=== WHAT YOU SHOULD DO ===
Your reply should reproduce the data below without a single alteration, apart from dropping the images.
[RECORD EXCERPTS — start]
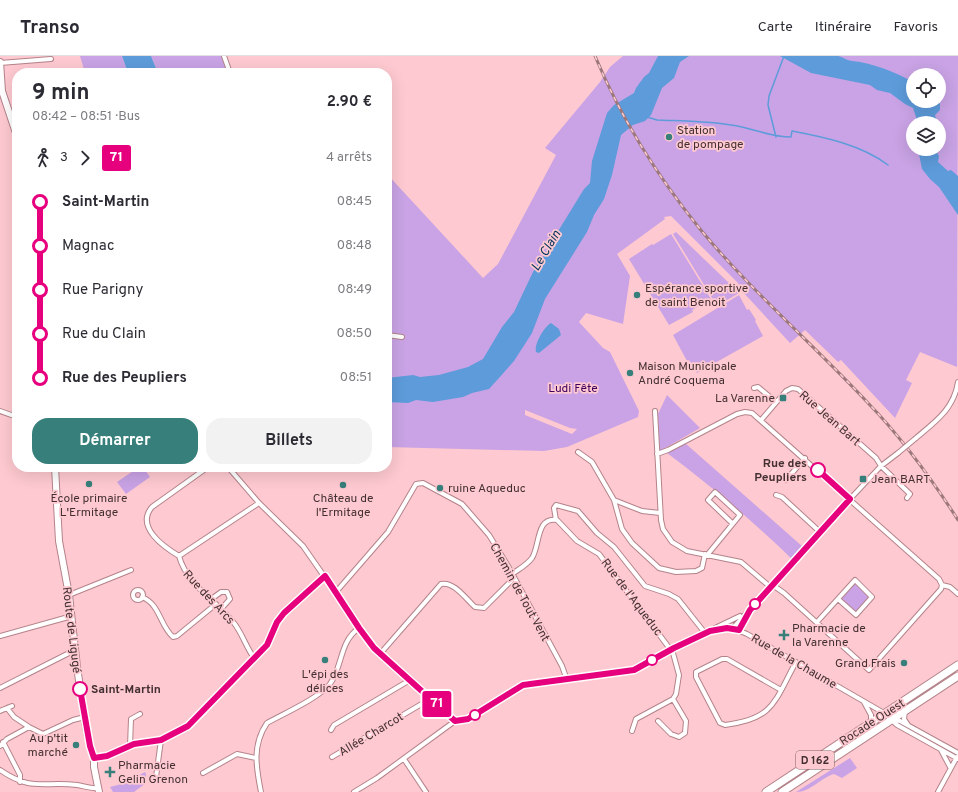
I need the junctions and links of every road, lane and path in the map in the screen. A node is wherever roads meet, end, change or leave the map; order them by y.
1 (224, 56) edge
2 (51, 59) dead end
3 (0, 63) edge
4 (228, 68) edge
5 (2, 102) edge
6 (12, 125) edge
7 (392, 336) edge
8 (402, 337) dead end
9 (958, 382) edge
10 (754, 388) dead end
11 (776, 402) junction
12 (0, 411) edge
13 (655, 411) dead end
14 (12, 415) edge
15 (762, 419) junction
16 (578, 452) dead end
17 (657, 454) junction
18 (805, 458) junction
19 (881, 466) junction
20 (55, 472) edge
21 (201, 472) edge
22 (232, 472) edge
23 (786, 480) dead end
24 (776, 496) dead end
25 (907, 498) dead end
26 (850, 499) junction
27 (614, 500) junction
28 (259, 503) junction
29 (660, 513) junction
30 (556, 520) junction
31 (732, 523) junction
32 (820, 532) junction
33 (706, 554) junction
34 (179, 556) junction
35 (131, 570) dead end
36 (325, 576) junction
37 (513, 576) junction
38 (942, 585) junction
39 (771, 586) junction
40 (336, 592) junction
41 (958, 594) edge
42 (69, 595) junction
43 (142, 597) dead end
44 (838, 599) junction
45 (210, 600) junction
46 (216, 604) junction
47 (220, 608) junction
48 (750, 610) junction
49 (72, 616) junction
50 (817, 622) junction
51 (359, 628) junction
52 (733, 628) junction
53 (739, 630) junction
54 (708, 632) junction
55 (0, 636) edge
56 (672, 649) junction
57 (75, 650) junction
58 (380, 654) junction
59 (254, 658) junction
60 (796, 662) junction
61 (958, 665) edge
62 (958, 676) edge
63 (410, 680) junction
64 (567, 680) junction
65 (0, 688) edge
66 (780, 690) junction
67 (430, 699) junction
68 (673, 699) junction
69 (864, 702) junction
70 (906, 710) junction
71 (0, 711) edge
72 (884, 713) junction
73 (140, 714) dead end
74 (85, 718) junction
75 (892, 719) junction
76 (455, 721) junction
77 (658, 721) dead end
78 (871, 722) junction
79 (908, 726) junction
80 (29, 727) junction
81 (331, 730) dead end
82 (632, 731) dead end
83 (161, 740) junction
84 (2, 744) edge
85 (130, 746) junction
86 (947, 747) junction
87 (958, 749) edge
88 (941, 750) junction
89 (958, 753) edge
90 (332, 757) dead end
91 (94, 758) junction
92 (256, 758) junction
93 (957, 758) edge
94 (404, 759) junction
95 (950, 767) junction
96 (0, 771) edge
97 (204, 773) dead end
98 (156, 777) dead end
99 (20, 782) junction
100 (99, 790) edge
101 (261, 792) edge
102 (354, 792) edge
103 (426, 792) edge
104 (766, 792) edge
105 (782, 792) edge
106 (938, 792) edge

1 - 4 street
2 - 3 street
3 - 5 street
5 - 6 street
7 - 8 street
9 - 19 street, bridge
10 - 11 street
11 - 15 street, Rue Jean Bart
11 - 19 street, Rue Jean Bart
12 - 14 street
13 - 17 street
15 - 17 street
15 - 18 street
16 - 27 street
17 - 29 street
18 - 23 street
18 - 26 street
19 - 25 street
19 - 26 street
20 - 42 street, Route de Ligugé
21 - 34 street
22 - 28 street
24 - 32 street
26 - 32 street
26 - 38 street
27 - 29 street
27 - 33 street
28 - 34 street, Rue des Arcs
28 - 36 street
29 - 33 street
30 - 37 street
30 - 54 street
30 - 56 street, Rue de l'Aqueduc
31 - 31 street
31 - 33 street
32 - 39 street
33 - 39 street
34 - 45 street, Rue des Arcs
35 - 42 street
36 - 40 street
36 - 59 street
37 - 40 street, Chemin de Tout Vent
37 - 58 street
37 - 64 street, Chemin de Tout Vent
38 - 41 street
38 - 50 street
39 - 48 street
39 - 50 street
40 - 51 street
42 - 49 street, Route de Ligugé
43 - 46 street
44 - 44 street
44 - 50 street
45 - 46 street, Rue des Arcs
45 - 47 street
46 - 47 street, Rue des Arcs
47 - 59 street, Rue des Arcs
48 - 52 street
48 - 53 street
48 - 54 street
49 - 55 street
49 - 57 street, Route de Ligugé
51 - 58 street
51 - 92 street
52 - 53 street, Rue de la Chaume
52 - 54 street, Rue de la Chaume
53 - 60 street, Rue de la Chaume
54 - 56 street, Rue de la Chaume
56 - 64 street, Rue de la Chaume
56 - 68 street
57 - 65 street
57 - 74 street, Route de Ligugé
58 - 63 street
59 - 83 street
60 - 66 street
60 - 69 street, Rue de la Chaume
61 - 72 main road, Rocade Ouest / D 162
62 - 70 main road, Rocade Ouest / D 162
63 - 67 street
63 - 81 street
64 - 76 street, Rue de la Chaume
66 - 66 street
67 - 76 street
67 - 90 street, Allée Charcot
68 - 77 street
68 - 82 street
69 - 72 street, Rue de la Chaume
69 - 78 street
70 - 75 main road, Rocade Ouest / D 162
70 - 79 street
71 - 80 street
72 - 75 street, Rue de la Chaume
72 - 78 main road, Rocade Ouest / D 162
73 - 85 street
74 - 80 street
74 - 91 street, Route de Ligugé
75 - 79 street
75 - 88 street
75 - 105 main road, Rocade Ouest / D 162
76 - 94 street, Rue de la Chaume
78 - 104 main road, Rocade Ouest / D 162
79 - 86 street
80 - 84 street
83 - 85 street
83 - 98 street
84 - 99 street
85 - 91 street
86 - 87 street
86 - 89 street
88 - 93 street
88 - 95 street
91 - 100 street, Route de Ligugé
92 - 97 street
92 - 101 street
93 - 95 street
94 - 102 street, Rue de la Chaume
94 - 103 street
95 - 106 street
96 - 99 street
99 - 100 street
[RECORD EXCERPTS — finish]
=== REPLY TO THE EXERCISE ===
I need the junctions and links of every road, lane and path in the map in the screen. A node is wherever roads meet, end, change or leave the map; order them by y.
1 (224, 56) edge
2 (51, 59) dead end
3 (0, 63) edge
4 (228, 68) edge
5 (2, 102) edge
6 (12, 125) edge
7 (392, 336) edge
8 (402, 337) dead end
9 (958, 382) edge
10 (754, 388) dead end
11 (776, 402) junction
12 (0, 411) edge
13 (655, 411) dead end
14 (12, 415) edge
15 (762, 419) junction
16 (578, 452) dead end
17 (657, 454) junction
18 (805, 458) junction
19 (881, 466) junction
20 (55, 472) edge
21 (201, 472) edge
22 (232, 472) edge
23 (786, 480) dead end
24 (776, 496) dead end
25 (907, 498) dead end
26 (850, 499) junction
27 (614, 500) junction
28 (259, 503) junction
29 (660, 513) junction
30 (556, 520) junction
31 (732, 523) junction
32 (820, 532) junction
33 (706, 554) junction
34 (179, 556) junction
35 (131, 570) dead end
36 (325, 576) junction
37 (513, 576) junction
38 (942, 585) junction
39 (771, 586) junction
40 (336, 592) junction
41 (958, 594) edge
42 (69, 595) junction
43 (142, 597) dead end
44 (838, 599) junction
45 (210, 600) junction
46 (216, 604) junction
47 (220, 608) junction
48 (750, 610) junction
49 (72, 616) junction
50 (817, 622) junction
51 (359, 628) junction
52 (733, 628) junction
53 (739, 630) junction
54 (708, 632) junction
55 (0, 636) edge
56 (672, 649) junction
57 (75, 650) junction
58 (380, 654) junction
59 (254, 658) junction
60 (796, 662) junction
61 (958, 665) edge
62 (958, 676) edge
63 (410, 680) junction
64 (567, 680) junction
65 (0, 688) edge
66 (780, 690) junction
67 (430, 699) junction
68 (673, 699) junction
69 (864, 702) junction
70 (906, 710) junction
71 (0, 711) edge
72 (884, 713) junction
73 (140, 714) dead end
74 (85, 718) junction
75 (892, 719) junction
76 (455, 721) junction
77 (658, 721) dead end
78 (871, 722) junction
79 (908, 726) junction
80 (29, 727) junction
81 (331, 730) dead end
82 (632, 731) dead end
83 (161, 740) junction
84 (2, 744) edge
85 (130, 746) junction
86 (947, 747) junction
87 (958, 749) edge
88 (941, 750) junction
89 (958, 753) edge
90 (332, 757) dead end
91 (94, 758) junction
92 (256, 758) junction
93 (957, 758) edge
94 (404, 759) junction
95 (950, 767) junction
96 (0, 771) edge
97 (204, 773) dead end
98 (156, 777) dead end
99 (20, 782) junction
100 (99, 790) edge
101 (261, 792) edge
102 (354, 792) edge
103 (426, 792) edge
104 (766, 792) edge
105 (782, 792) edge
106 (938, 792) edge

1 - 4 street
2 - 3 street
3 - 5 street
5 - 6 street
7 - 8 street
9 - 19 street, bridge
10 - 11 street
11 - 15 street, Rue Jean Bart
11 - 19 street, Rue Jean Bart
12 - 14 street
13 - 17 street
15 - 17 street
15 - 18 street
16 - 27 street
17 - 29 street
18 - 23 street
18 - 26 street
19 - 25 street
19 - 26 street
20 - 42 street, Route de Ligugé
21 - 34 street
22 - 28 street
24 - 32 street
26 - 32 street
26 - 38 street
27 - 29 street
27 - 33 street
28 - 34 street, Rue des Arcs
28 - 36 street
29 - 33 street
30 - 37 street
30 - 54 street
30 - 56 street, Rue de l'Aqueduc
31 - 31 street
31 - 33 street
32 - 39 street
33 - 39 street
34 - 45 street, Rue des Arcs
35 - 42 street
36 - 40 street
36 - 59 street
37 - 40 street, Chemin de Tout Vent
37 - 58 street
37 - 64 street, Chemin de Tout Vent
38 - 41 street
38 - 50 street
39 - 48 street
39 - 50 street
40 - 51 street
42 - 49 street, Route de Ligugé
43 - 46 street
44 - 44 street
44 - 50 street
45 - 46 street, Rue des Arcs
45 - 47 street
46 - 47 street, Rue des Arcs
47 - 59 street, Rue des Arcs
48 - 52 street
48 - 53 street
48 - 54 street
49 - 55 street
49 - 57 street, Route de Ligugé
51 - 58 street
51 - 92 street
52 - 53 street, Rue de la Chaume
52 - 54 street, Rue de la Chaume
53 - 60 street, Rue de la Chaume
54 - 56 street, Rue de la Chaume
56 - 64 street, Rue de la Chaume
56 - 68 street
57 - 65 street
57 - 74 street, Route de Ligugé
58 - 63 street
59 - 83 street
60 - 66 street
60 - 69 street, Rue de la Chaume
61 - 72 main road, Rocade Ouest / D 162
62 - 70 main road, Rocade Ouest / D 162
63 - 67 street
63 - 81 street
64 - 76 street, Rue de la Chaume
66 - 66 street
67 - 76 street
67 - 90 street, Allée Charcot
68 - 77 street
68 - 82 street
69 - 72 street, Rue de la Chaume
69 - 78 street
70 - 75 main road, Rocade Ouest / D 162
70 - 79 street
71 - 80 street
72 - 75 street, Rue de la Chaume
72 - 78 main road, Rocade Ouest / D 162
73 - 85 street
74 - 80 street
74 - 91 street, Route de Ligugé
75 - 79 street
75 - 88 street
75 - 105 main road, Rocade Ouest / D 162
76 - 94 street, Rue de la Chaume
78 - 104 main road, Rocade Ouest / D 162
79 - 86 street
80 - 84 street
83 - 85 street
83 - 98 street
84 - 99 street
85 - 91 street
86 - 87 street
86 - 89 street
88 - 93 street
88 - 95 street
91 - 100 street, Route de Ligugé
92 - 97 street
92 - 101 street
93 - 95 street
94 - 102 street, Rue de la Chaume
94 - 103 street
95 - 106 street
96 - 99 street
99 - 100 street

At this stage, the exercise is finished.